EXTRACTED RECORDS START
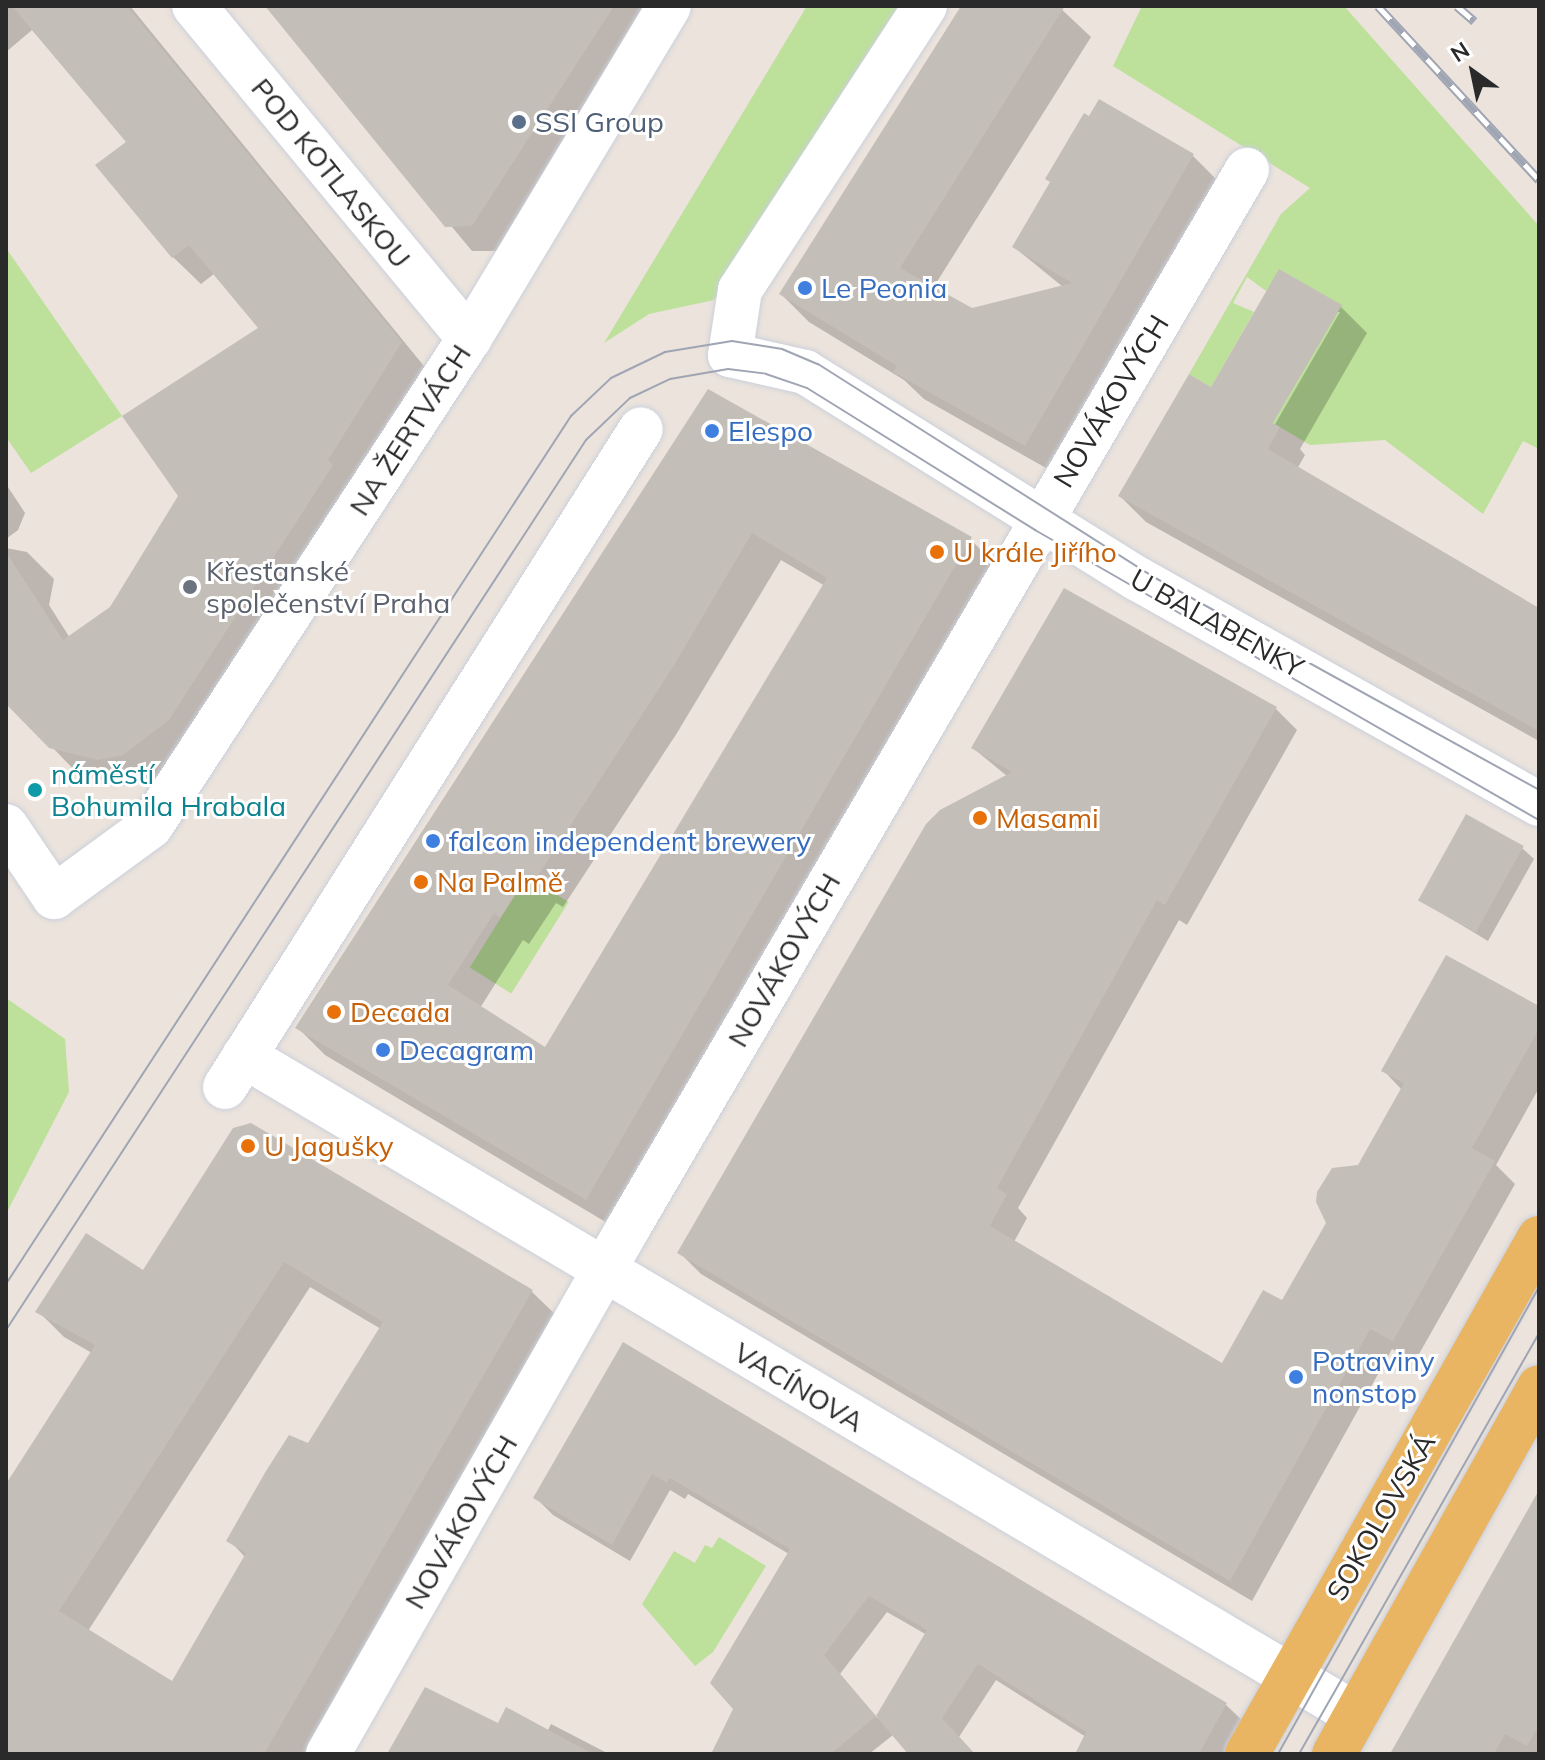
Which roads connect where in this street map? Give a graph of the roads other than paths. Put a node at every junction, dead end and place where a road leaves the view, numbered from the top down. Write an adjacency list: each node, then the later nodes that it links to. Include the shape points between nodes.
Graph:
1 (194, 6): 5 (street, POD KOTLASKOU)
2 (669, 6): 5 (street, NA ŽERTVÁCH)
3 (925, 6): 7 (street, U BALABENKY, via 740,290 730,355 805,372)
4 (1247, 170): 7 (street, NOVÁKOVÝCH)
5 (469, 339): 9 (street, NA ŽERTVÁCH, via 151,826 54,897)
6 (641, 429): 11 (street, VACÍNOVA, via 234,1072)
7 (1040, 521): 8 (street, U BALABENKY); 11 (street, NOVÁKOVÝCH)
8 (1539, 804)
9 (6, 826)
10 (1539, 1238): 13 (main road, SOKOLOVSKÁ)
11 (605, 1270): 13 (street, VACÍNOVA); 15 (street, NOVÁKOVÝCH)
12 (1539, 1387): 14 (main road)
13 (1289, 1677): 14 (street, VACÍNOVA); 16 (main road, SOKOLOVSKÁ)
14 (1355, 1714): 17 (main road)
15 (328, 1754)
16 (1247, 1754)
17 (1334, 1754)

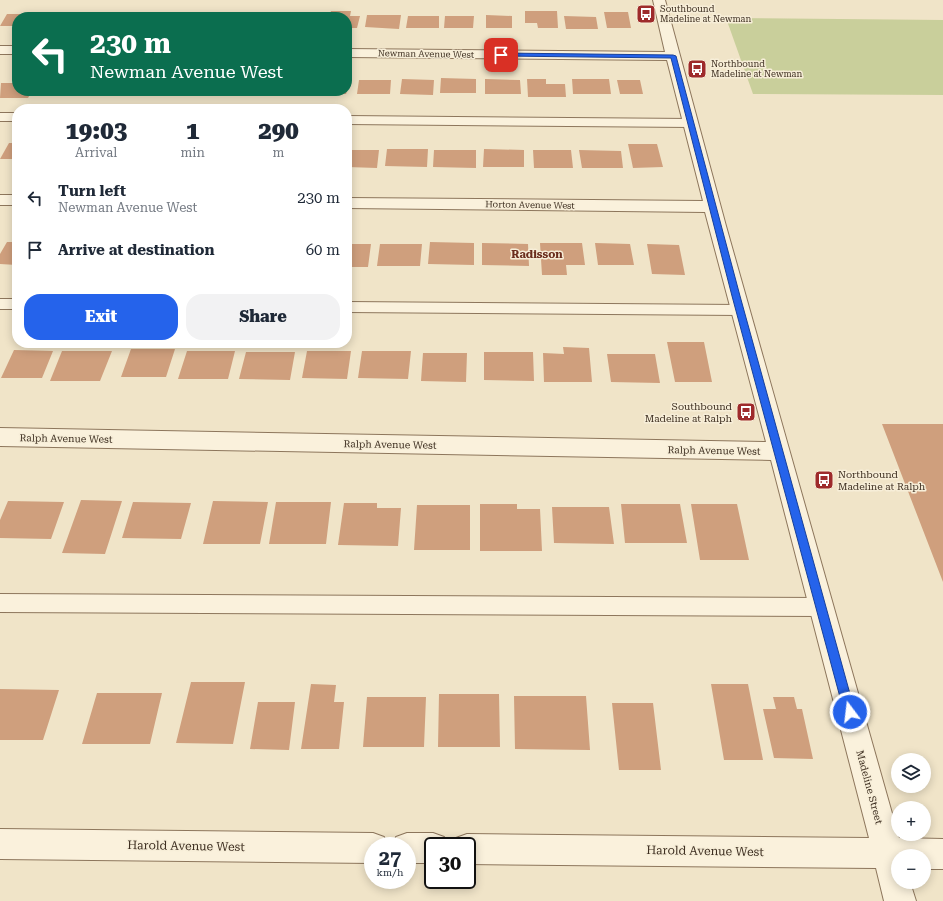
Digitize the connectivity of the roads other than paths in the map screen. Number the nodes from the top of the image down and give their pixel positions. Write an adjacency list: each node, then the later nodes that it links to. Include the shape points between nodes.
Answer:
1 (659, 0): 5 (street, Madeline Street)
2 (0, 50): 3 (street)
3 (12, 50)
4 (352, 53): 5 (street, Newman Avenue West)
5 (673, 56): 9 (street, Madeline Street)
6 (0, 117): 7 (lane)
7 (12, 117)
8 (352, 120): 9 (lane)
9 (691, 123): 13 (street, Madeline Street)
10 (0, 200): 11 (street)
11 (12, 200)
12 (352, 204): 13 (street, Horton Avenue West)
13 (712, 207): 17 (street, Madeline Street)
14 (0, 304): 15 (lane)
15 (12, 304)
16 (352, 307): 17 (lane)
17 (740, 310): 19 (street, Madeline Street)
18 (0, 437): 19 (street, Ralph Avenue West)
19 (779, 451): 21 (street, Madeline Street)
20 (0, 604): 21 (lane)
21 (821, 607): 25 (street, Madeline Street)
22 (0, 844): 23 (street, Harold Avenue West)
23 (364, 848)
24 (476, 849): 25 (street, Harold Avenue West)
25 (888, 854): 26 (street, Harold Avenue West); 27 (street, Madeline Street)
26 (943, 854)
27 (900, 901)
EXTRACTED RECORDS END
- _ACTION ITEM_:
Throughout the data, tally the lines that hold the string "list" and report the tally alone.

- _WRITTEN SOLUTION_:
2